In some cases, not exactly,

because you may have long running CI tasks.

And then for your local watch mode, it's sort of its own thing too,

where there are certain things you want to run in a watch loop.

Maybe you don't want to run your end to end tests in a watch loop.

You probably don't,

but you probably do want to run your unit tests in a watch loop.

Even on review, I sometimes run it in watch modes when I'm developing,

but I'm not looking at it all that often.

I really like the experience of refactoring with Elm review,

watch fix all in the background,

because you start deleting instances where you're calling a function

and move something over to a new function you're using

or a new way you're writing some code.

And then all the old code just starts disappearing.

Beautiful, isn't it?

You can start writing codes and then gradually move those

and then remove the old ones.

And Elm reviews just gives a great experience for doing that.

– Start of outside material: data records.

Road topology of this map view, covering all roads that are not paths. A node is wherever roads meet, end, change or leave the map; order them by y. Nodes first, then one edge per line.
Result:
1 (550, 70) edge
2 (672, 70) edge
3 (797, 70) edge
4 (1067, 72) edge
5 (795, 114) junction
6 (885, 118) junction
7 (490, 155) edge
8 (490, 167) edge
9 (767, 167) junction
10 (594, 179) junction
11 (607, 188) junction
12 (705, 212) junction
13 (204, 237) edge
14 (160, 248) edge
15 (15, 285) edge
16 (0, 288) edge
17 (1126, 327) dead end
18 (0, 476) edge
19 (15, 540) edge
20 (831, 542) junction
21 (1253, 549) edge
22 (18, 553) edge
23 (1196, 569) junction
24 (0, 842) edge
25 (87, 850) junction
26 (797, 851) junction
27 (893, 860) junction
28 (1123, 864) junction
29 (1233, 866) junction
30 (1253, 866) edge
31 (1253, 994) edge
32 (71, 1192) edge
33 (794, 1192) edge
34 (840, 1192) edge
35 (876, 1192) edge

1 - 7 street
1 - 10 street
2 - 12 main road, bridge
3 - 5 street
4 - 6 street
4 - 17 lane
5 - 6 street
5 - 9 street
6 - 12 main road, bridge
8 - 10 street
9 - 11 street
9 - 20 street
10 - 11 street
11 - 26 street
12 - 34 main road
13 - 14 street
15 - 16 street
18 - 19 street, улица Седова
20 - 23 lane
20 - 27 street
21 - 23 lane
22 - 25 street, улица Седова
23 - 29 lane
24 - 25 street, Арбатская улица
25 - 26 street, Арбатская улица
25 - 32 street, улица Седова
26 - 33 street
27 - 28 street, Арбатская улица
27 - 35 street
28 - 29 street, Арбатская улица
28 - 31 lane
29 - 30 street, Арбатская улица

But you also want to know when that happens

so you can rename the old one, do a better name.

I'll duplicate by adding just two.

So I have new function and then I have a view two function

because I hate to replace the view function.

It's not fixed yet because you have unused code at first, right?

Well, the view function will be used.

And once I will migrate things, it will become unused.

Did it get you?

Well, isn't some of the code dead?

You mean when you rename things?

Or if you're introducing a new function.

Yeah, I'm duplicating the code.

So once it's duplicated, it's dead

and you can't run Elm review dash dash fix all.

When you create it.

So you don't want to delete it whenever you create it.

So you sort of have to have a custom workflow.

You can't just assume that you're going to run these things.

Even if you do have that fix all enabled in your CI

where it's automatically going to fix things when you push,

it's different in the lifecycle of your local development

where you may want to hold off on some of those things

during your development cycle.

I think you have to treat them as three different things.

At least three, I think.

At least three different things.

But just having that mental model hopefully helps.

So to go back to what should we run in CI,

I usually run NPM tests and maybe additional things.

So we talked about the Elm review action,

which adds annotations about things that went wrong.

And I would probably run that next to it.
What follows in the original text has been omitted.